The Garrus we all admired, fondled, and eventually had the divine pleasure of tasting was from the 2012 vintage. It was, like the 2011 Garrus I first tasted a couple of years ago, bedazzling.

The color is a beautiful pale golden pink that is very inviting, especially in its elegant bottle.   The intensely fragrant nose is remarkably reminiscent of a rich white burgundy. The taste is hard to describe but it feels creamy, smooth, and rich. The slightly spicy finish lingers, leaving one hoping for one more glass.

As many readers know, rosé is not typically made from such old vines nor is it aged. But there is nothing typical about Garrus (referring to both the wine and the price of about $95 for a standard 750 ml bottle).

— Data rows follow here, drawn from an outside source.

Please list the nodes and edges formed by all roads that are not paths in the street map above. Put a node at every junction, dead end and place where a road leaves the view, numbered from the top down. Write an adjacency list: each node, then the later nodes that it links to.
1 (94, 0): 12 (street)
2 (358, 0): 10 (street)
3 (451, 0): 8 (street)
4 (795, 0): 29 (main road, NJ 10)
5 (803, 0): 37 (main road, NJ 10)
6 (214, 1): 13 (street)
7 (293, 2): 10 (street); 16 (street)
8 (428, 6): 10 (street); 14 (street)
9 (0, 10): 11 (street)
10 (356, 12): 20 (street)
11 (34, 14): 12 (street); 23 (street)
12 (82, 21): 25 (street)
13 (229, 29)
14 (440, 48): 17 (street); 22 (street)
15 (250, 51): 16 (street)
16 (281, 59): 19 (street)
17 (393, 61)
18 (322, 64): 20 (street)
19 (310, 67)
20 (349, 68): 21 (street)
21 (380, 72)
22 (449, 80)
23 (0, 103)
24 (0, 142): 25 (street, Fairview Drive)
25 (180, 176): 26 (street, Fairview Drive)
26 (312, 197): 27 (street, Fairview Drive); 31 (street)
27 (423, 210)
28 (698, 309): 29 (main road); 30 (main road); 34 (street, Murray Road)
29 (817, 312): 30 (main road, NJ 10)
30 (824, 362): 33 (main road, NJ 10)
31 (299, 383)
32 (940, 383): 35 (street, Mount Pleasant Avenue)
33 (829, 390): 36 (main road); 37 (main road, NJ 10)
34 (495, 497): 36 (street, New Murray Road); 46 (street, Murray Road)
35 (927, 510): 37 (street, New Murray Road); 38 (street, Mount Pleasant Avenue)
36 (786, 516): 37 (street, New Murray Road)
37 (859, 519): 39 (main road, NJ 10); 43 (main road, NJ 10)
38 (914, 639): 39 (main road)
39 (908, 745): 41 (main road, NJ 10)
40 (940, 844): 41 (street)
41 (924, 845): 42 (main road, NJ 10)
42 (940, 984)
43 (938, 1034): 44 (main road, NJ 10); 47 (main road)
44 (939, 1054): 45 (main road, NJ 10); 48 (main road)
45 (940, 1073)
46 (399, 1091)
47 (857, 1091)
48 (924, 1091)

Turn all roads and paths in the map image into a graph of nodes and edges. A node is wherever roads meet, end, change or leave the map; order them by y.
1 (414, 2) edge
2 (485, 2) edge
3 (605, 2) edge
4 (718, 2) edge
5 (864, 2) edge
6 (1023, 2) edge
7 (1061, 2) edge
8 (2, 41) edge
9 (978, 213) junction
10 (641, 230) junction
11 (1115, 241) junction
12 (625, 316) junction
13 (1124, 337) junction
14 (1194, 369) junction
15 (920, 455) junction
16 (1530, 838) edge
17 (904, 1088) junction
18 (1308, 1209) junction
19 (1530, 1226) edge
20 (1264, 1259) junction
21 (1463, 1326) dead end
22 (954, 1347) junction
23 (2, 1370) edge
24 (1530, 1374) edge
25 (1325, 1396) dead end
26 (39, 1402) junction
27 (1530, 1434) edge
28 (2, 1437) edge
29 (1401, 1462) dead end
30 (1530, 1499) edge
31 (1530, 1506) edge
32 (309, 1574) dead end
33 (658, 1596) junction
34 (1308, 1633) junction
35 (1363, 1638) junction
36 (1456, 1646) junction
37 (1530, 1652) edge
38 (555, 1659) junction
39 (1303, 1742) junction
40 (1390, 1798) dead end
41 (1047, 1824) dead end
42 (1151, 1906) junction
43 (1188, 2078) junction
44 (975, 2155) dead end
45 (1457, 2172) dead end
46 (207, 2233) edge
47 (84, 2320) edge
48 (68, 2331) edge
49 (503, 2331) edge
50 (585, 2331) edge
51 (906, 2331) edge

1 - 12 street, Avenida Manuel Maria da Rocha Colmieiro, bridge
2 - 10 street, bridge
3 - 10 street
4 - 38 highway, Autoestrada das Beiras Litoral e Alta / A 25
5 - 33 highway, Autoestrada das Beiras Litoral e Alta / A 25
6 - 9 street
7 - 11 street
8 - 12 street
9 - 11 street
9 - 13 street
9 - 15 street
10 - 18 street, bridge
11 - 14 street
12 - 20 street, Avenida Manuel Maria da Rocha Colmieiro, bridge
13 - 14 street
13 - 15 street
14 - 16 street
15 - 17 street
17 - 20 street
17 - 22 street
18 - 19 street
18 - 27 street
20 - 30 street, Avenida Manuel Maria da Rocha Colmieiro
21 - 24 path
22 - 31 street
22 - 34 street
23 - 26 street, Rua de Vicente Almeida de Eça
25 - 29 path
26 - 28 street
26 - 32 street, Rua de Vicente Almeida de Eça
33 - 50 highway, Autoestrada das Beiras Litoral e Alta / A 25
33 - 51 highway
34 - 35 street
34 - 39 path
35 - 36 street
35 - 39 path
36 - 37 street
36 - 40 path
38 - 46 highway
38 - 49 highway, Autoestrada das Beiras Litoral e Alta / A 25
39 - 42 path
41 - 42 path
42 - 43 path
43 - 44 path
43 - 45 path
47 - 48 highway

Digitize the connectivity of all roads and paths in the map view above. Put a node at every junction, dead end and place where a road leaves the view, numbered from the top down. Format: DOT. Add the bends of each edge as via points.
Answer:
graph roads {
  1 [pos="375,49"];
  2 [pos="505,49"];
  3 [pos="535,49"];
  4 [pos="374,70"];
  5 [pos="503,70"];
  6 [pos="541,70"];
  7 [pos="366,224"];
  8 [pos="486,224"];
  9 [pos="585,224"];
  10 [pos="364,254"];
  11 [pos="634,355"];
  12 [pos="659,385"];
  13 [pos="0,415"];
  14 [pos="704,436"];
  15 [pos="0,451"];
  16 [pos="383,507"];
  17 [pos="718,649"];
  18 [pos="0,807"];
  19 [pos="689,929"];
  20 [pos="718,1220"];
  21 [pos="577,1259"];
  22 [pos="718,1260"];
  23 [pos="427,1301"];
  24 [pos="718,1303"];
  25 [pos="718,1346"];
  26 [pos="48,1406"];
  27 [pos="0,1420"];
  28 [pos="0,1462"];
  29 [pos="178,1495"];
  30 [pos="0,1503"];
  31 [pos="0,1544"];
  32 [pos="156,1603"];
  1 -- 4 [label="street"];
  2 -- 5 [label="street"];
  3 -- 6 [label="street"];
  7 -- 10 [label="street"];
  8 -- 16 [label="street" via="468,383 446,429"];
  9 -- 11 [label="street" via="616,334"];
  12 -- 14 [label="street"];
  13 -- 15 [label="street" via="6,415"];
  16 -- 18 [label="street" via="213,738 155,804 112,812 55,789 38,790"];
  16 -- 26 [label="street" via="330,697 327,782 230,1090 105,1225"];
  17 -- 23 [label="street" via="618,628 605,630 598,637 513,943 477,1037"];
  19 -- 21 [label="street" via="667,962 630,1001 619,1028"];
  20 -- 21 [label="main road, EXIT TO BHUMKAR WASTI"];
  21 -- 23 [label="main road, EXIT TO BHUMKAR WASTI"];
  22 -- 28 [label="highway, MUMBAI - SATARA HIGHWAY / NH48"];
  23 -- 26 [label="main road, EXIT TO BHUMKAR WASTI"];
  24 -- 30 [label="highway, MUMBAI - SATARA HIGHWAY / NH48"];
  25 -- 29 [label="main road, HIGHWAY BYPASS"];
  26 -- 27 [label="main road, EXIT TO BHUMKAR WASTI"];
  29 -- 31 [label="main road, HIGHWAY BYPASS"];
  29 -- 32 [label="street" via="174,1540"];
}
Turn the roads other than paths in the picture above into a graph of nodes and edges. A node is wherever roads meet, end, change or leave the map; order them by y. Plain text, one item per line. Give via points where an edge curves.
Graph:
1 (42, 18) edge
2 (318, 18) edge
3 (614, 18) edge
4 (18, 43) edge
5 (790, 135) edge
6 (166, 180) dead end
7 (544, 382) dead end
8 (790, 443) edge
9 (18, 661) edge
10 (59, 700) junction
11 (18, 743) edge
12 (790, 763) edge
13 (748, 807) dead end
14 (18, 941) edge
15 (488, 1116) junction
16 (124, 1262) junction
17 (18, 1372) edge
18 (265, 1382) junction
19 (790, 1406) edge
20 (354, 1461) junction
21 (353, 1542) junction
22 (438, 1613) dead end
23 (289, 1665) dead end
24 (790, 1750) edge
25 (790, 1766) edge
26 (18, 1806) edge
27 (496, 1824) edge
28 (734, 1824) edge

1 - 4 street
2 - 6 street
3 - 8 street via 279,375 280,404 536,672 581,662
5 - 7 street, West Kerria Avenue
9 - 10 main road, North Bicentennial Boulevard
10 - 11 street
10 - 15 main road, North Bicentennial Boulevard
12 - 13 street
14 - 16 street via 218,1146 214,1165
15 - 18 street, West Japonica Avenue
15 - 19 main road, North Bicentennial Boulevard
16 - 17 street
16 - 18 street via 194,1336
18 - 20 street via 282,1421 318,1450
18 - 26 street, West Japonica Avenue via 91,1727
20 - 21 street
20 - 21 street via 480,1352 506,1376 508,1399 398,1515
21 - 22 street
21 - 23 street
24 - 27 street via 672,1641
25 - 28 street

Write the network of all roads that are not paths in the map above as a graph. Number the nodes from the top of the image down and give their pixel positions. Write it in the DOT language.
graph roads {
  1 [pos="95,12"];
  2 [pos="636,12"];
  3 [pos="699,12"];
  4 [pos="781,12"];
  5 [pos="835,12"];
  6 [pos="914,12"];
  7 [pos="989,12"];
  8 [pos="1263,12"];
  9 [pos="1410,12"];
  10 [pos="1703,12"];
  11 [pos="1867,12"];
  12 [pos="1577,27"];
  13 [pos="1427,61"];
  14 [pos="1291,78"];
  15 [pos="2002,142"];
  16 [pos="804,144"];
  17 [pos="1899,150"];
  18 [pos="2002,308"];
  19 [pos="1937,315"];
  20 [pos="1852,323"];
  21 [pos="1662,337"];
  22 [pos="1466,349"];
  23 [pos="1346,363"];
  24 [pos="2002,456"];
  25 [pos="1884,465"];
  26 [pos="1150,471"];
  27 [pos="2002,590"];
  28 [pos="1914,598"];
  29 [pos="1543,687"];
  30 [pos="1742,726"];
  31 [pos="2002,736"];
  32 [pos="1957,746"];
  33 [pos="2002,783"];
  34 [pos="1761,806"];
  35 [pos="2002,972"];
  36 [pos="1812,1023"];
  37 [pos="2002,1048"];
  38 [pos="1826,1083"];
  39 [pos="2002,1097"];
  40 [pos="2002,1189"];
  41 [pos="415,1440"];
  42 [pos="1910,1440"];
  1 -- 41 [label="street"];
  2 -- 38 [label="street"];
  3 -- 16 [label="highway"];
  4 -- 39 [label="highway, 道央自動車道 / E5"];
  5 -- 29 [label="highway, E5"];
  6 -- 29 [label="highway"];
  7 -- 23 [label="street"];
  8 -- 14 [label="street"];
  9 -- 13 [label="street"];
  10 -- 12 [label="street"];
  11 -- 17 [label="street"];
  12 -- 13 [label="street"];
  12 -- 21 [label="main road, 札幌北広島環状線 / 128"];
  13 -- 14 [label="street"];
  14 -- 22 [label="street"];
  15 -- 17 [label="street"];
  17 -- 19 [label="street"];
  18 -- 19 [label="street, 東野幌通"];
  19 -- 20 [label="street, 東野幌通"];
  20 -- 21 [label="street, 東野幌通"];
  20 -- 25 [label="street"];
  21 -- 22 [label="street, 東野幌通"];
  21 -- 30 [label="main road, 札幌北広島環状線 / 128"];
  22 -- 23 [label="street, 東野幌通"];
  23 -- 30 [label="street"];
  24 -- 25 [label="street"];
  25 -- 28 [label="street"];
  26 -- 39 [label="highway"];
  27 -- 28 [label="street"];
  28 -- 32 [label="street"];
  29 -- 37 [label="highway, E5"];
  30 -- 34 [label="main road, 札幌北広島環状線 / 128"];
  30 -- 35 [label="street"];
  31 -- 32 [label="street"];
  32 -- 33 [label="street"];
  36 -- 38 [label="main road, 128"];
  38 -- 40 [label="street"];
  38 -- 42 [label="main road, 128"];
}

Even the most ardent rosé detractor who attended our tasting that night couldn’t resist the lure of Garrus. The first five rosés, he told me the next day, “did not fare as well as the red [wine] offered in the challis” on Sunday morning. On the other hand, he reluctantly admitted that Garrus might change his mind about rosés.

Photo by W.T. Manfull

Garrus is the premiere rosé produced at Château d’Esclans. The other three, in ascending order of quality, are the aforementioned mentioned Whispering Angel, Château d’Esclans, and Les Clans. I have written extensively about this line-up as I love these wines and find proprietor Sacha Lichine’s story intriguing.

The double magnum (3-liter) Garrus (equivalent to four standard 750 ml bottles) retails somewhere between $375.00 and $399.00.

As one of the Provence rosé converts said as she was leaving, “We’ve come a long way from  White Zinfandel.”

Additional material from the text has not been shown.